Similarly, your car's windshield wipers might be fitted with sensors to detect wear, with new rubber ordered when needed.

"My belief, actually, is that there's so many channels [that] there are no channels. Everything's a channel," Nelson said.

So how do you support all these rapidly-emerging customer contact points, without building new infrastructure and a new user interface for each and every device and screen format?

You don't.

"When you see this explosion of different customer touch points, different devices, the thought of maintaining a separate experience for each of these devices is impossible. For most companies, the economics of that is completely unrealistic," said Andy Lloyd, NetSuite's general manager of commerce products.

The answer, said Nelson, is to maintain a single integrated view of the customer across the entire business.

"Once you have all your data in one place, e-commerce is a display issue," Nelson said.

"Customers who are in a B2B environment, now expect a B2C experience when they're interacting with [a] company," he said. An experience just as slick, but with, maybe, different credit terms and a bit more business process under the hood.

Obviously, NetSuite's product pitch is that SuiteCommerce does exactly what's needed in this environment.

NetSuite has also already lined up Australian partners; including OnlineOne for shipping, Bazaarvoice for integrating social conversations, Acquia for social customer relationship management (CRM), Retail Anywhere for point of sale (POS), SecurePay for online payments, and digital agency BlueArc for interactive sizzle.

Last year, Australia was "one of the fastest-growing parts" of NetSuite's fastest-growing region, Asia Pacific.

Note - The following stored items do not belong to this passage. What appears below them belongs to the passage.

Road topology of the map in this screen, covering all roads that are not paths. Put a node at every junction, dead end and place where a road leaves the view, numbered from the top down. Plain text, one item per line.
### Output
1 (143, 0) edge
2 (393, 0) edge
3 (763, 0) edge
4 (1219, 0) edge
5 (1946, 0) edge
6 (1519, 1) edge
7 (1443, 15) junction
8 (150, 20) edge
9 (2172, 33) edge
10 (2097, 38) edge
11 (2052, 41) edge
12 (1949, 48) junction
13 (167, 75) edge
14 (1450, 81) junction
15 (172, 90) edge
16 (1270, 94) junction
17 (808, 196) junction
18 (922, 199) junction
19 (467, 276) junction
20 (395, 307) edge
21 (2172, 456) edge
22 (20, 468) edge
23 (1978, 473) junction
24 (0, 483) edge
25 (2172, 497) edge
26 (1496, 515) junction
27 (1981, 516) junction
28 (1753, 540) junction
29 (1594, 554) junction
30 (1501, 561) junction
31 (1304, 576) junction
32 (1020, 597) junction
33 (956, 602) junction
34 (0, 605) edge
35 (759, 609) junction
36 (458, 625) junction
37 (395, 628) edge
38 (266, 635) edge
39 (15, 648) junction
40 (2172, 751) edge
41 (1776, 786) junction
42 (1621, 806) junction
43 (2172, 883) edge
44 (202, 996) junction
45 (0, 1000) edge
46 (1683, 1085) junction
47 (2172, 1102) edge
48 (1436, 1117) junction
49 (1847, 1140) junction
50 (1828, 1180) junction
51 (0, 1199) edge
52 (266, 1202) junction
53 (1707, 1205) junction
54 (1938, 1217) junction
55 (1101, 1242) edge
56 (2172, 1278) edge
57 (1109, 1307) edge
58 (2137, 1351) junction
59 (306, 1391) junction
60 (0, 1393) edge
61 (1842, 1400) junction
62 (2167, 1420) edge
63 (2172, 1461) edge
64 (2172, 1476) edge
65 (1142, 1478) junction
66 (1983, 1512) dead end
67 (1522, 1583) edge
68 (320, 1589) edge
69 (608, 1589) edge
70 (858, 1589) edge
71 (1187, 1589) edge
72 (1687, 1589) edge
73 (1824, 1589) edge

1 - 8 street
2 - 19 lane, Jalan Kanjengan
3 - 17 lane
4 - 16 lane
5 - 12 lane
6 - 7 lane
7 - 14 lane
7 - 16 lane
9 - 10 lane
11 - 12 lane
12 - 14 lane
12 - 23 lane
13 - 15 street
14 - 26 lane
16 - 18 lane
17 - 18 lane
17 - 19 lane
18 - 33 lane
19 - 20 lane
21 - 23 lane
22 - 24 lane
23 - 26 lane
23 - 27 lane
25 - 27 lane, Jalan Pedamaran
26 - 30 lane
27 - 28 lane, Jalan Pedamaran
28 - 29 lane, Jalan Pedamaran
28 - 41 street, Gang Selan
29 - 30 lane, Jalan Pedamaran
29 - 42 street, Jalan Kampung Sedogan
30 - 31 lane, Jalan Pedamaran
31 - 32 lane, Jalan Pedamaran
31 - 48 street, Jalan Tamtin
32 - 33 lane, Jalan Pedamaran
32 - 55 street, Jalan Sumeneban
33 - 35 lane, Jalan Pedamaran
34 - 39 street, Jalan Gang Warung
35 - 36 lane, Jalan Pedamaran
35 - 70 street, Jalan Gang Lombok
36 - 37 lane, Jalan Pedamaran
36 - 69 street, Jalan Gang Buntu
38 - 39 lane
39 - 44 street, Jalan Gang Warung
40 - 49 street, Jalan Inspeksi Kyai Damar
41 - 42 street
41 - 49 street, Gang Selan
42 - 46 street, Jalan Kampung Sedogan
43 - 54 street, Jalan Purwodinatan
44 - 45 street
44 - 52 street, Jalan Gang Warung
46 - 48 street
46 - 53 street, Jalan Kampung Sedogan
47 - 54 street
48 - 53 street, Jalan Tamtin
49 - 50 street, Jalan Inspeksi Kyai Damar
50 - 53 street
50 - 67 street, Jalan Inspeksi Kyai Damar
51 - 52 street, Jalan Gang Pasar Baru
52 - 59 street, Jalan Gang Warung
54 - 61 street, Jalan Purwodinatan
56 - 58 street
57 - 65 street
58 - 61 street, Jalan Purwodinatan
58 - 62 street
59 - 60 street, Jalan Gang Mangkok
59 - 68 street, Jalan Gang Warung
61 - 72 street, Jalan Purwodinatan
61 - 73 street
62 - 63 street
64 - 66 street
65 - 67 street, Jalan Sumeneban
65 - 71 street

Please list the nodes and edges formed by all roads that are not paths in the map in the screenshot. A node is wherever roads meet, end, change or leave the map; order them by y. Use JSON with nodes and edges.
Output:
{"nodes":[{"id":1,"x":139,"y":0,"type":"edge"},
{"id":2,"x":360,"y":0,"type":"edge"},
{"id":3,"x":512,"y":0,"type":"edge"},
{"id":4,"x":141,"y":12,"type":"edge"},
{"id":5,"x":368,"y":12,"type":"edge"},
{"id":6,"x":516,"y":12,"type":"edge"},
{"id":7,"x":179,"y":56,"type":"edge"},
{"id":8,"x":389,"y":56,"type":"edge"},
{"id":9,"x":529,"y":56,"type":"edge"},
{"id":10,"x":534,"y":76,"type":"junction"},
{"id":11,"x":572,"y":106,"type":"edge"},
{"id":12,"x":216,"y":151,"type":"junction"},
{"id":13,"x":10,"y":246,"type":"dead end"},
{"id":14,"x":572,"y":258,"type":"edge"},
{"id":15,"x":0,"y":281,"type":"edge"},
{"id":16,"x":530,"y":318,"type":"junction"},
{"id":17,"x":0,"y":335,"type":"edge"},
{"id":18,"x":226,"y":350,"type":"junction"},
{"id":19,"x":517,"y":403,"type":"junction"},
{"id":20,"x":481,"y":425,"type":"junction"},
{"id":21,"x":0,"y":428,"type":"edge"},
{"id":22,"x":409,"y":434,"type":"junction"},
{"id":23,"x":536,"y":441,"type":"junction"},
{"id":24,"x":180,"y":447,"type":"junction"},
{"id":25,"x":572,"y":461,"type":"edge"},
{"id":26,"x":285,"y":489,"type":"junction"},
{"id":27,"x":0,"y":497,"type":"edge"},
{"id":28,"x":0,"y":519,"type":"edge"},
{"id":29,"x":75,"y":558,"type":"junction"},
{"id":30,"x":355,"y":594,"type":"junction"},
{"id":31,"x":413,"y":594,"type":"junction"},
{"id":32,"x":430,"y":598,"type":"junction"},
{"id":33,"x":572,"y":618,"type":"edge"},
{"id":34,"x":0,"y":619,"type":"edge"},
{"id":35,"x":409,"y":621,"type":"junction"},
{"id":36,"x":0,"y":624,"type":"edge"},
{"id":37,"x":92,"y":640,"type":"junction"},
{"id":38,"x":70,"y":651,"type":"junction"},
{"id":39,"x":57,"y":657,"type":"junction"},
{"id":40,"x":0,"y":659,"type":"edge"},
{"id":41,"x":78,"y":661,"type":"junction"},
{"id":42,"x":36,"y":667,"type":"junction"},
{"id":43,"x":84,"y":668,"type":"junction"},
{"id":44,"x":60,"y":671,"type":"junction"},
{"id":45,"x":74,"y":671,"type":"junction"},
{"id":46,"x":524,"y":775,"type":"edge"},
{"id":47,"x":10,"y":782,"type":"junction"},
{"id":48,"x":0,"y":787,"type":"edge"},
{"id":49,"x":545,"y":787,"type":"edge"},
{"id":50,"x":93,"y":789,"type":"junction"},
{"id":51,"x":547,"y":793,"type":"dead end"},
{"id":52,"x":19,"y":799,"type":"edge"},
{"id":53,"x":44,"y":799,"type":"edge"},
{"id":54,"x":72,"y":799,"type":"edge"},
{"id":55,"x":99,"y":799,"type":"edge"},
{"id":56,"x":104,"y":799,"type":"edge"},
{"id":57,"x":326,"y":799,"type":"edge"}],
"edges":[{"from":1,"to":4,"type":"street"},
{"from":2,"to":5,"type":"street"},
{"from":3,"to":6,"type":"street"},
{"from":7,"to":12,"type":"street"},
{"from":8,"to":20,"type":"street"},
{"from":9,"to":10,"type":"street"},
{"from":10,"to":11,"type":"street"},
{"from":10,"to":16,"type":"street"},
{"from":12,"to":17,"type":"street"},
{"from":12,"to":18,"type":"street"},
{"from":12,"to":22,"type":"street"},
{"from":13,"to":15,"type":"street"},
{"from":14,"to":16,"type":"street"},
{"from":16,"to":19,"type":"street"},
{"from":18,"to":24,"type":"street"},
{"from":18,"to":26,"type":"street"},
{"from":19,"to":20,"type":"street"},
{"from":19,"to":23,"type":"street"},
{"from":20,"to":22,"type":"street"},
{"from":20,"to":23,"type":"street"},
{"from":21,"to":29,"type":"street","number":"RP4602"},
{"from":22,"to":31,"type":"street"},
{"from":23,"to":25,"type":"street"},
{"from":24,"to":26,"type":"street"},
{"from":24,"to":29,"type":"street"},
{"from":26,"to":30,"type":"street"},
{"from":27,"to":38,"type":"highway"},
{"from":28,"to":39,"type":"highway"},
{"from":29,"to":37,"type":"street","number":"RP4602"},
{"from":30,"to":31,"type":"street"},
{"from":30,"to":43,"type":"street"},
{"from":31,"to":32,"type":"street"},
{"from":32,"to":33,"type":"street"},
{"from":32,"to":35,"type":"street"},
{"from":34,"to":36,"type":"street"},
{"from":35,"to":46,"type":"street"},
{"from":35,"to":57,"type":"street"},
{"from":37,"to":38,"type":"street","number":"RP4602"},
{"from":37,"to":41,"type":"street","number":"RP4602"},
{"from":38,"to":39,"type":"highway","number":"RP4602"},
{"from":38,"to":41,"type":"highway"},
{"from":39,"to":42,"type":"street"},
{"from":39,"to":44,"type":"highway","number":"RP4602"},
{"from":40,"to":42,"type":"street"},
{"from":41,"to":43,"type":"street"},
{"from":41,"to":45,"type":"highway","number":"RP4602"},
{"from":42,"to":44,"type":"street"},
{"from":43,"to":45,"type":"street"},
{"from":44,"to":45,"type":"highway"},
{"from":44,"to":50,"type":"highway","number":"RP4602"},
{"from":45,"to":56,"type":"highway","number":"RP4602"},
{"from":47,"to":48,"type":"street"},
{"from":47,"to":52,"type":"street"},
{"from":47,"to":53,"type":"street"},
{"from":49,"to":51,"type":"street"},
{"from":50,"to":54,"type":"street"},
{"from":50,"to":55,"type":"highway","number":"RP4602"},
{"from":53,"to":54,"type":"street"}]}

They're clearly expecting further strong growth, and a survey conducted by the Australian Financial Review and Frost & Sullivan last month shows the potential.

Slightly over 50 percent of the 140 Australian organisations surveyed, now place orders online, up from 46 percent in 2009. Yet only 28 percent of them allow their own customers to place orders online.

Most of those who do take orders online are focused on the domestic market. Only 5 percent sold primarily to overseas customers, and only 27 percent sold to overseas customers at all.

The same research project estimated the total value of Australia's current B2B and B2C e-commerce transactions in 2012 as more than $180 billion.

NetSuite isn't the only player, of course, but the company's style seems to be a good fit for Australian business culture.

SAP and Oracle are too big for most Australian businesses, and some might say too old. Microsoft's product range seems less well-integrated.

Salesforce.com is the clearest competitor, but they're on a mission. Chief Executive Officer Marc Benioff and his "beware of the false cloud" sermons are just a bit too preachy for Australian tastes. The evangelical push for a "social business" transformation is still slightly too bleeding-edge for our conservative, mid-level boardrooms. Slightly.

NetSuite's products, on the other hand, claim to deliver the integrated e-commerce vision, while still looking like familiar business software interfaces. And Nelson, citing practical farming imagery from his Nebraska upbringing, speaks the way we speak in this wide brown land. Quietly. And modestly.